L’enseignement supérieur occupe une place centrale dans la formation de la culture de la démocratie sans laquelle, dans la pratique, les institutions et les lois démocratiques ne fonctionnent pas. Dans le respect de la liberté académique et de l’autonomie institutionnelle, il a également un rôle essentiel à jouer dans l’analyse et le réexamen de la manière dont nos démocraties doivent évoluer au cours de la génération à venir pour garantir l’adhésion des citoyens aux valeurs européennes et leur participation active à la vie publique.

 

 Le Comité directeur pour les politiques et pratiques éducatives (CDPPE)

Le département éducation est supervisé par le Comité directeur pour les politiques et pratiques éducatives (CDPPE) et englobe des projets sur :

 Groupe de travail  Ad hoc sur l’Enseignement supérieur

Afin de garantir un fort lien avec la politique de l’Enseignement supérieur, le CDPPE  a établi en 2014 un groupe ad hoc sur l’Enseignement supérieur composé du Président du CDPPE, de représentant des autorités publiques,  d’institutions de l’Enseignement supérieur et d’organisations internationales partenaires telles que l’Union Européenne des Etudiants, l’Association des Universités Européennes, de la CES.
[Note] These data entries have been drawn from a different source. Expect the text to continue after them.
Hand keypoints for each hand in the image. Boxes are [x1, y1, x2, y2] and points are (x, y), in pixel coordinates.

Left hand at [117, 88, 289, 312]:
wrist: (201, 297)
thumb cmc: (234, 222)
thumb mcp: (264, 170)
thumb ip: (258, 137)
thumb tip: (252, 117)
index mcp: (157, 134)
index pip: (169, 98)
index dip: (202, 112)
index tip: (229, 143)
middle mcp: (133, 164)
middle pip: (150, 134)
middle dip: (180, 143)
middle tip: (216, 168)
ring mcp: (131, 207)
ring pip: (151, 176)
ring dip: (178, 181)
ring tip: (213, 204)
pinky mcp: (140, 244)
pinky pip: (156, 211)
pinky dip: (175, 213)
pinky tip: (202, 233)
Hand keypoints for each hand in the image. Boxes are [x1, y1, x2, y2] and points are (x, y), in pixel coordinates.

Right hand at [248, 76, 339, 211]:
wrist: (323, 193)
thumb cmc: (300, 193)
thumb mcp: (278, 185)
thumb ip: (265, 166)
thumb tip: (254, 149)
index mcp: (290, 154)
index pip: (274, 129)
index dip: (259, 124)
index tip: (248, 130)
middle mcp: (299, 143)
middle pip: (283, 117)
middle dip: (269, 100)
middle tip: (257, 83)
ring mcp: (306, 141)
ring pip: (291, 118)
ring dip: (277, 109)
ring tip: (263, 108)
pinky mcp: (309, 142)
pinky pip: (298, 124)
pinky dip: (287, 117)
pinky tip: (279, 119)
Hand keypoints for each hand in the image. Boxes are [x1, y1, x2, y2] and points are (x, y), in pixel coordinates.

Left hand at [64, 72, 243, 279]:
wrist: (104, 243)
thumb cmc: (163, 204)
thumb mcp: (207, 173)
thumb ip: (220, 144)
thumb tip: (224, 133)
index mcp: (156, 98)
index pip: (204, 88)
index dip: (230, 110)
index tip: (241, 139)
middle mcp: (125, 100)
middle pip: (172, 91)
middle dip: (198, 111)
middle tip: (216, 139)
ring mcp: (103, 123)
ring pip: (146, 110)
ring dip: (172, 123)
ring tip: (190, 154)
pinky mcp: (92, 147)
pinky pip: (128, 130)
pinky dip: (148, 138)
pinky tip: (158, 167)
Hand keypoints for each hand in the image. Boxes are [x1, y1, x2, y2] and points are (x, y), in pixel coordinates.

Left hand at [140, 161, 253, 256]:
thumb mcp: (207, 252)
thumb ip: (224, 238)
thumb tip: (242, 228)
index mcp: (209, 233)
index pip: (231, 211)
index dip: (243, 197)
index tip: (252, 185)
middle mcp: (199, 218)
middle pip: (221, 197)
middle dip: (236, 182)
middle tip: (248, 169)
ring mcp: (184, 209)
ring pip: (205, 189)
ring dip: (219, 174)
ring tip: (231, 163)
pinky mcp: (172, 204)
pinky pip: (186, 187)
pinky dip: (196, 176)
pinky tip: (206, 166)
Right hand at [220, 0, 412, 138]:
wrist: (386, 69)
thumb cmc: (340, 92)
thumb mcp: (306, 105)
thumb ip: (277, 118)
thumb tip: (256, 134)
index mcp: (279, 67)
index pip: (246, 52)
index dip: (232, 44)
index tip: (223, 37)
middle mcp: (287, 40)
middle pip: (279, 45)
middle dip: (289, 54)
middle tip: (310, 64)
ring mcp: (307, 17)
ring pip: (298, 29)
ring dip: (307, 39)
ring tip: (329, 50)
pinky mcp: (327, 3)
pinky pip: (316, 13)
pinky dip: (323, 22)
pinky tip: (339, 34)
Le Conseil de l’Europe joue un rôle important dans le développement de la politique de l’Enseignement Supérieur, rôle base sur les trois éléments principaux suivants:

  1. Une longue tradition dans le domaine des qualifications, notamment dans le domaine de la reconnaissance, basée sur un certain nombre de conventions et, depuis 1997, sur la Convention de Reconnaissance de Lisbonne (ETS 165; convention commune à l’UNESCO) et aussi sur les activités du réseau ENIC [1].  Depuis 2003, le Conseil de l’Europe joue aussi un rôle important dans  le développement du cadre générique des qualifications au sein de l’Espace Européen de l’Enseignement Supérieur;

  2. Un rôle important dans le développement de l’Espace Européen de l’Enseignement Supérieur (EEES/Processus de Bologne), processus central de réforme et de développement de politique de l’Enseignement Supérieur en Europe, étant un contributeur actif au Groupe de de suivi de Bologne (BFUG), au sein du Bureau, co-président du groupe sur les réformes structurelles et jouant un rôle particulier dans la promotion d’une dimension pan-européenne de l’EEES. La Convention de Reconnaissance de Lisbonne est le seul texte juridique contraignant de l’EEES ;

  3. La promotion de la mission démocratique de l’Enseignement supérieur et cela en étroite coopération avec le Comité Directeur Américain du Consortium international pour l’Enseignement supérieur, la Responsabilité Civique et la Démocratie, avec le Centre Européen Wergeland et d’autres partenaires.
     

Le rôle important que joue le Conseil de l’Europe dans la politique de l’enseignement supérieur est largement basé sur une légitimité ancrée dans l’engagement des décideurs politiques à la fois autorités publiques et communauté académique. Même si une représentation plus importante de l’Enseignement Supérieur au sein du Comité Directeur permettrait d’identifier de tels experts, la contribution de la communauté académique est importante au sein de nombreux programmes du Conseil et de développement de politiques dans de nombreux domaines. La question centrale est ici de maintenir une contribution importante des responsables académiques en particuliers des recteurs d’institutions éducatives. Le Groupe ad Hoc répond à ce défi.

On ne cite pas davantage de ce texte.